第五章「嘆きの朝」【8】
娘にノドモスと呼ばれた老人は娘のほうへ馬の向きを変え、馬車のほうへゆっくりと近づいていきました。
「やあイオニーネ。」
「やあじゃないわよノドモス、一体ここで何をしているの?あなたはマレアやスロンゼルといっしょに行ったはずでしょ、どうして戻ってきたの?」
ノドモスは窓から顔を覗かせているイオニーネに、先ほどとは違う優しい声でこう言いました。
「イオニーネや、一人ぼっちにさせてすまなかった。私はここでお前さんといっしょにおるよ。」
「だめよ、ノドモス。殺されてしまうわ!」
「なあに、そんなに簡単に死にゃあせんよ。馬車の中でじっとしていなさい、イオニーネ。私はお前さんのことを本当の娘のように思って接しておった。ひょっとしたらこれで最後になるかもしれんが、今ひと時お前さんとの時間を過ごさせてもらうよ。」
イオニーネは、石のように硬くなっていた自分の心が解きほぐされ、体が温かくなるのを感じました。イオニーネは窓から右手を差し出し、ノドモスの顔に触れました。
「ありがとう、ノドモス。もう十分よ。お願いだからあなたは逃げて。私もノドモスが大好きなの。

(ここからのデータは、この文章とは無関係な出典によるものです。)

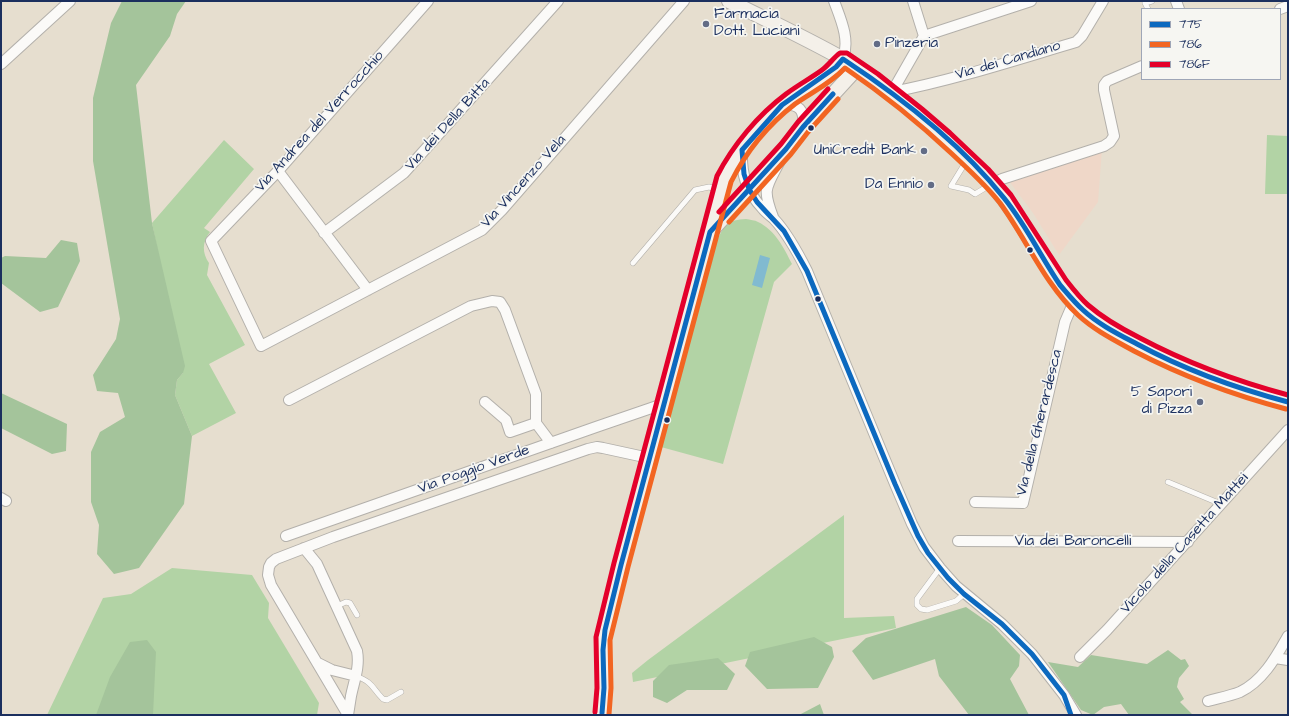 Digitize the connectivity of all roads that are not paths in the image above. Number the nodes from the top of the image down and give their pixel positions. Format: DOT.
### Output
graph roads {
  1 [pos="70,1"];
  2 [pos="428,1"];
  3 [pos="558,1"];
  4 [pos="684,1"];
  5 [pos="729,1"];
  6 [pos="834,1"];
  7 [pos="913,1"];
  8 [pos="1031,1"];
  9 [pos="1103,1"];
  10 [pos="1152,1"];
  11 [pos="1014,4"];
  12 [pos="1148,8"];
  13 [pos="924,36"];
  14 [pos="843,59"];
  15 [pos="1,64"];
  16 [pos="1141,66"];
  17 [pos="857,68"];
  18 [pos="892,92"];
  19 [pos="782,105"];
  20 [pos="803,127"];
  21 [pos="786,149"];
  22 [pos="742,150"];
  23 [pos="967,160"];
  24 [pos="278,171"];
  25 [pos="992,184"];
  26 [pos="721,190"];
  27 [pos="749,190"];
  28 [pos="774,219"];
  29 [pos="710,232"];
  30 [pos="324,233"];
  31 [pos="633,263"];
  32 [pos="368,290"];
  33 [pos="1074,301"];
  34 [pos="261,346"];
  35 [pos="289,400"];
  36 [pos="485,402"];
  37 [pos="1288,402"];
  38 [pos="663,404"];
  39 [pos="536,423"];
  40 [pos="1288,430"];
  41 [pos="551,443"];
  42 [pos="649,458"];
  43 [pos="1168,482"];
  44 [pos="976,502"];
  45 [pos="1222,504"];
  46 [pos="286,536"];
  47 [pos="958,541"];
  48 [pos="1188,542"];
  49 [pos="304,548"];
  50 [pos="940,568"];
  51 [pos="964,594"];
  52 [pos="337,606"];
  53 [pos="357,615"];
  54 [pos="1288,636"];
  55 [pos="1080,656"];
  56 [pos="1275,658"];
  57 [pos="1288,660"];
  58 [pos="318,663"];
  59 [pos="356,676"];
  60 [pos="401,692"];
  61 [pos="1064,695"];
  62 [pos="1208,702"];
  63 [pos="600,714"];
  64 [pos="348,715"];
  65 [pos="1071,715"];
  66 [pos="1076,715"];
  1 -- 15 [label="street"];
  2 -- 24 [label="street, Via Andrea del Verrocchio"];
  3 -- 30 [label="street, Via dei Della Bitta"];
  4 -- 32 [label="street, Via Vincenzo Vela"];
  5 -- 14 [label="street"];
  6 -- 14 [label="street"];
  7 -- 13 [label="street"];
  8 -- 11 [label="street"];
  9 -- 18 [label="street, Via dei Candiano"];
  10 -- 12 [label="lane"];
  11 -- 13 [label="street"];
  13 -- 18 [label="street"];
  14 -- 17 [label="street"];
  14 -- 19 [label="street"];
  16 -- 25 [label="street"];
  17 -- 18 [label="street"];
  17 -- 20 [label="street"];
  18 -- 23 [label="street"];
  19 -- 20 [label="street"];
  19 -- 22 [label="street"];
  20 -- 21 [label="street"];
  21 -- 27 [label="street"];
  21 -- 28 [label="street"];
  22 -- 26 [label="street"];
  22 -- 27 [label="street"];
  23 -- 25 [label="street"];
  23 -- 25 [label="lane"];
  24 -- 30 [label="street"];
  24 -- 34 [label="street, Via Andrea del Verrocchio"];
  25 -- 33 [label="street"];
  26 -- 29 [label="street"];
  26 -- 31 [label="lane"];
  27 -- 28 [label="street"];
  27 -- 29 [label="street"];
  28 -- 50 [label="street"];
  29 -- 38 [label="street"];
  30 -- 32 [label="street"];
  32 -- 34 [label="street, Via Vincenzo Vela"];
  33 -- 37 [label="street"];
  33 -- 44 [label="street, Via della Gherardesca"];
  35 -- 39 [label="street"];
  36 -- 39 [label="street"];
  38 -- 41 [label="street, Via Poggio Verde"];
  38 -- 42 [label="street"];
  39 -- 41 [label="street"];
  40 -- 45 [label="street, Vicolo della Casetta Mattei"];
  41 -- 46 [label="street, Via Poggio Verde"];
  42 -- 49 [label="street"];
  42 -- 63 [label="street"];
  43 -- 45 [label="lane"];
  45 -- 48 [label="street, Vicolo della Casetta Mattei"];
  47 -- 48 [label="street, Via dei Baroncelli"];
  48 -- 55 [label="street, Vicolo della Casetta Mattei"];
  49 -- 52 [label="street"];
  49 -- 58 [label="street"];
  50 -- 51 [label="street"];
  50 -- 51 [label="lane"];
  51 -- 61 [label="street"];
  52 -- 53 [label="lane"];
  52 -- 59 [label="street"];
  54 -- 56 [label="street"];
  56 -- 57 [label="street"];
  56 -- 62 [label="street"];
  58 -- 59 [label="street"];
  58 -- 64 [label="street"];
  59 -- 60 [label="lane"];
  59 -- 64 [label="street"];
  61 -- 65 [label="street"];
  61 -- 66 [label="street"];
}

だからこんなところで死なないで。」
ノドモスは静かな笑みをたたえ、馬車から離れました。騎馬隊のほうから一騎近づいてきます。遠くからでもその者がただならぬ風格を身にまとっていることがわかりました。
「家族のために戦えるとは、至上の喜びなり。」
ノドモスはぽつりとつぶやきました。
フィレント・パッツェオは体の変調に苦しんでいました。元々遊牧民たちの姿を見たときから、彼は自らの異変を感じ取っていたのです。まず、頭痛と吐き気に襲われました。そして体の底から沸きあがるような憎悪の感情に彼の体は縛り付けられました。その意識は遊牧民たちがいるほうの奥へ奥へと飛んで行きそうでした。体が言うことをきかず、とても戦っていられる状況ではありません。しかし、彼の剣だけはなぜか前を向いていました。まるで彼の剣には目標がはっきりとわかっているようでした。フィレント自身は後退しようとしているのに、大剣エゾンモールはフィレントを戦わせようとしていました。
「無理だ、僕にはできない。」
エゾンモールの支配から逃れようとして、フィレントは必死にもがきました。
「助けて、助けて…」
体と心がいよいよばらばらになり、フィレントは目の前が暗くなっていくような感覚にとらわれました。
トーレン・シュトエラーゼスは慎重に、しかし着実に一人ずつ敵の息の根を止めていました。元々実戦よりも作戦参謀として手腕を発揮していたトーレンは、今回のように大勢の敵に囲まれての戦いは初めてでした。それでも剣術の腕はヤスブやマスグにも引けをとらず、冷静に戦いを進めていました。ふと周囲に目をやると、そこにはアクベイがいました。彼は誰かを探しているようでした。
「どうした、アクベイ?!」
アクベイはトーレンの声に気づき、彼に近づいていきました。
「トーレン様、騎馬隊の姿が見当たりません。まさかとは思いますが、ノドモスたちのほうへ向かっているのかもしれません。」
「そうか、よく知らせてくれた。では私は一度馬車のところへ行ってみる。」
「お一人では危険かと存じますが。」
「いや、無茶はせんよ。お前はここで持ちこたえてくれ。できるな?」
「もちろんです、トーレン様。弓矢ほどではありませんが、剣術の訓練も積んでおります。」
「うむ、死ぬなよ。」
トーレンは馬車があるほうへ向かって走り出しました。その時、彼の馬に並びかけてくる者がいました。レゴノートン・ノートニアスです。
「トーレン様、どちらへ?!」
「馬車の様子を見てくる。お前は持ち場へ戻れ。」
馬車、と聞いてレゴの顔色が変わりました。
「何かあったのでございますか?」
「心配するな、スロンゼルたちが無事に出発できたかどうか確認してくるだけだ。」
「私もお供いたします。」
「ならん!お前は自分の役割を全うせよ。一人でも多くの敵を切るのだ。さあ戻れ!」
レゴは渋々馬を止めました。トーレンの馬は一目散に駆けていきました。